I had trouble evaluating this limit and found this solution from another post of Stack Exchange. The point of this solution was trying to find the limit without using Taylor's series or L'Hospital's rule.

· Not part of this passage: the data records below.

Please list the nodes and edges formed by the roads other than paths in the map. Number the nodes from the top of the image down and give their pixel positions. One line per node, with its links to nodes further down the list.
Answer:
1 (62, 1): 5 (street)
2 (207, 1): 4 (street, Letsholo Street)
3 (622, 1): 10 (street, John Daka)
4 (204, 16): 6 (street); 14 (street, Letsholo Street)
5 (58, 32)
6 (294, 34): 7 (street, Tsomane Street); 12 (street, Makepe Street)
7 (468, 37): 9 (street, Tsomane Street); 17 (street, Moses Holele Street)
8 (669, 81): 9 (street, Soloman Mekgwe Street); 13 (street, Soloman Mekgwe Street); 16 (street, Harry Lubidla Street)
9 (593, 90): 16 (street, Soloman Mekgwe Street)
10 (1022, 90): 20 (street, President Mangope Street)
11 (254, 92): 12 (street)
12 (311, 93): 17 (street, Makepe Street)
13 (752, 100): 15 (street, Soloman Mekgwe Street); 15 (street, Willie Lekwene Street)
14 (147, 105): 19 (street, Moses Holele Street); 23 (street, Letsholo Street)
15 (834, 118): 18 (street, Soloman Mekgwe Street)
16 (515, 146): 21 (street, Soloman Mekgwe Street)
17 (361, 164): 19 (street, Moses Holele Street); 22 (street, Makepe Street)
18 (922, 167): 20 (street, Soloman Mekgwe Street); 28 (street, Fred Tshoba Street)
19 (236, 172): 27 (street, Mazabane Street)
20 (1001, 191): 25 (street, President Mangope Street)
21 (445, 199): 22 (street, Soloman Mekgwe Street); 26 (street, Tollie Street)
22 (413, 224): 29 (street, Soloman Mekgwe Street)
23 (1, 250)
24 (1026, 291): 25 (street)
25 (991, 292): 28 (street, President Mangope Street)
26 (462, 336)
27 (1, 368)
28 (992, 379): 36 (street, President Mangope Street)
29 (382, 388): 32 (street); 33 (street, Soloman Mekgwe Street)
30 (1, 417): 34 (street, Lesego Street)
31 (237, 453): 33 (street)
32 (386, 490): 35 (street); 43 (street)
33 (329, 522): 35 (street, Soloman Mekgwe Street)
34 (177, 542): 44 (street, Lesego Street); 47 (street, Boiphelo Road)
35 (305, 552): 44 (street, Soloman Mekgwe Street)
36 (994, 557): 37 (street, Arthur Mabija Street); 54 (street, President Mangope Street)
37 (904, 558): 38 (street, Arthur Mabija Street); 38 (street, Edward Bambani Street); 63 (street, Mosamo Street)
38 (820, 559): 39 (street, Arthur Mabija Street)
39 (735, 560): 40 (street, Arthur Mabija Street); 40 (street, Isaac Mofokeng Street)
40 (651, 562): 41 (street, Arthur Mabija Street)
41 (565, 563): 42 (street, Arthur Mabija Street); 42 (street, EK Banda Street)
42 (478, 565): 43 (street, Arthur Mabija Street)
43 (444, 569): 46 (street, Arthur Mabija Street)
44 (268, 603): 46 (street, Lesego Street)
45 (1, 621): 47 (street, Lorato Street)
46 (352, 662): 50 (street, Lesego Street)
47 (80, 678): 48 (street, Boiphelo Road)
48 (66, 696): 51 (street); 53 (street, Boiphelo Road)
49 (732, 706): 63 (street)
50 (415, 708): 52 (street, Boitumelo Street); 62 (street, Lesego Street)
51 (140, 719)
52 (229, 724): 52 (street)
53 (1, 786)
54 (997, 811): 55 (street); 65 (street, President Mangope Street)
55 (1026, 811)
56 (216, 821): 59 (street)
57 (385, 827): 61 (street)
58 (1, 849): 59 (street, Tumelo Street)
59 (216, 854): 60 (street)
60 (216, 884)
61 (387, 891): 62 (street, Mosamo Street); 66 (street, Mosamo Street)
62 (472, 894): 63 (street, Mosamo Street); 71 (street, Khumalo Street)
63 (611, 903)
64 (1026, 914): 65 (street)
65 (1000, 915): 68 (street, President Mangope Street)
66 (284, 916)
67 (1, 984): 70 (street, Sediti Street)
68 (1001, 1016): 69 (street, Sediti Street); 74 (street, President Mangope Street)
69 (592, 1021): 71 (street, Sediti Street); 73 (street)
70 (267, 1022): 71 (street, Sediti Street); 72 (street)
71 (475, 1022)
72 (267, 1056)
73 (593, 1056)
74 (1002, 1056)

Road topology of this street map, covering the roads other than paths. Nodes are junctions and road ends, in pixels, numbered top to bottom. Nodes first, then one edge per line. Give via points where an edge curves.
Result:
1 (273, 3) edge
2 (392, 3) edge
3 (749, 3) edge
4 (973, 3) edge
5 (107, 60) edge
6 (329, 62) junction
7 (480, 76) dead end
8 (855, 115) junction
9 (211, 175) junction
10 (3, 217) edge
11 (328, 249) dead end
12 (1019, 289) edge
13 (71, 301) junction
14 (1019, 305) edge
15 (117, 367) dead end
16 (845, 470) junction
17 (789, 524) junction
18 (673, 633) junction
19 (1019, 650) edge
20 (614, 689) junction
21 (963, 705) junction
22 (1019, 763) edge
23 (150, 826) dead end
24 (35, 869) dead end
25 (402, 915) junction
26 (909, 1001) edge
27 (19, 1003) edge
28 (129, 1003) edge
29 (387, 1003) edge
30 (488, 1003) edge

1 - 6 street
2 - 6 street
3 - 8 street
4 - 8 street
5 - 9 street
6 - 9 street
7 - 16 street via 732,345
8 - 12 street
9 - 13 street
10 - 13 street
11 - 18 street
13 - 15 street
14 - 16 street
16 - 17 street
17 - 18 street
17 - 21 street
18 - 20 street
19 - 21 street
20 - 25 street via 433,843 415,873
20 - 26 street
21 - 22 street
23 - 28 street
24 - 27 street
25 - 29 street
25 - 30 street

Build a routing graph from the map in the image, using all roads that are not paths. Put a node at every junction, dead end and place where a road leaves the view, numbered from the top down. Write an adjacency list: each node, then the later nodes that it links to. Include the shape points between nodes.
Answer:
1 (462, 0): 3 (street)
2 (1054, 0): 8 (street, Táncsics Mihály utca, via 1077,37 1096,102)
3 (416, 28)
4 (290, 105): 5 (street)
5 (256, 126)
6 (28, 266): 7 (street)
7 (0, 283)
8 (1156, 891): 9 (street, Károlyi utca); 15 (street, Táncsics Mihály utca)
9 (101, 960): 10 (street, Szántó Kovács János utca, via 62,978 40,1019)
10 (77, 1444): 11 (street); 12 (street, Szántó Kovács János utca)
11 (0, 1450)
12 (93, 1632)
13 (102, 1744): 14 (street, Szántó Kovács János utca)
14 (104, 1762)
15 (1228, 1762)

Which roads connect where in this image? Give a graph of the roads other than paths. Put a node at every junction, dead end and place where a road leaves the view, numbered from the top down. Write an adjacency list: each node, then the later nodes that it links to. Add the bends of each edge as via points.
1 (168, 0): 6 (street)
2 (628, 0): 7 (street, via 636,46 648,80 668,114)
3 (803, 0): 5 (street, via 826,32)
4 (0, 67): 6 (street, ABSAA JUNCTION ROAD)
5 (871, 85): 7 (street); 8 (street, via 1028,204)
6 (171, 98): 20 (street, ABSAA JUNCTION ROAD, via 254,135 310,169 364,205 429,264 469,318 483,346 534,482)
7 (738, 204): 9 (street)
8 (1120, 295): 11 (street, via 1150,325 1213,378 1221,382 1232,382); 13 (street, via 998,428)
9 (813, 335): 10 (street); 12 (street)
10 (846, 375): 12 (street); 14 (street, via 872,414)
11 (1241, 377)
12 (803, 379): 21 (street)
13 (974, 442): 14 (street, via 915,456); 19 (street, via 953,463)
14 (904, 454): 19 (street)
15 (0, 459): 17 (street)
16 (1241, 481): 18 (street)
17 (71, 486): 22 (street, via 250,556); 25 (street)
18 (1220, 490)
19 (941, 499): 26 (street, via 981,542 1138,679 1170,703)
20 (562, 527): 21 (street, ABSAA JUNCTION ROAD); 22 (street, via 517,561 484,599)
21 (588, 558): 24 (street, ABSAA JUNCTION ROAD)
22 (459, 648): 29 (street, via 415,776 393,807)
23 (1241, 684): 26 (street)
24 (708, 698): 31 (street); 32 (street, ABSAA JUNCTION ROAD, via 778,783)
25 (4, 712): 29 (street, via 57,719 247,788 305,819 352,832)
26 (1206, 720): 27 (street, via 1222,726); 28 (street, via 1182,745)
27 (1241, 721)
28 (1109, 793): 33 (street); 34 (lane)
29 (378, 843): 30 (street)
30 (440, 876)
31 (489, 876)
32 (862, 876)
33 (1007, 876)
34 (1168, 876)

I just need help understanding certain steps:
How did he go from step 3 to step 4.
How did he go from step 4 to step 5.
His solution:
If we have:
$$4L=\lim_{x\to 0} \frac{\frac12\tan 2x-x}{x^3} \qquad L=\lim_{x\to 0} \frac{\tan x-x}{x^3}$$
substracting we would get
$$4L-L=3L=\lim_{x\to 0} \frac{\frac12\tan 2x-\tan x}{x^3}$$
Now, use that $\tan(2x)=\frac{2\tan x}{1-\tan^2 x}$ to go on:
\begin{equation*} \begin{split} 3L&=\lim_{x\to 0} \frac{\frac{\tan x}{1-\tan^2x}-\tan x}{x^3}=\lim_{x\to 0} \frac{\tan x}{x} \cdot \frac{\frac{1}{1-\tan^2 x}-1}{x^2}=\lim_{x\to 0} \frac{\tan x}{x}\cdot \frac{\tan^2 x}{x^2(1-\tan^2 x)}=\\=&\lim_{x\to 0} \frac{\tan x}{x}\cdot \frac{\tan^2 x}{x^2}\cdot\frac{1}{1-\tan^2 x}=\lim_{x\to 0} \frac{\tan^3 x}{x^3} \cdot \lim_{x\to 0} \frac{1}{1-\tan x^2}\end{split} \end{equation*}
Now, as $\lim_{x\to 0} \frac{1}{1-\tan^2 x}=1$, (because $\tan x\to 0$ when $x\to 0$) and $$\lim_{x\to 0} \frac{\tan^3 x}{x^3}=\left(\lim_{x\to 0} \frac{\tan x}{x}\right)^3=1^3=1$$ we get that $3L=1$.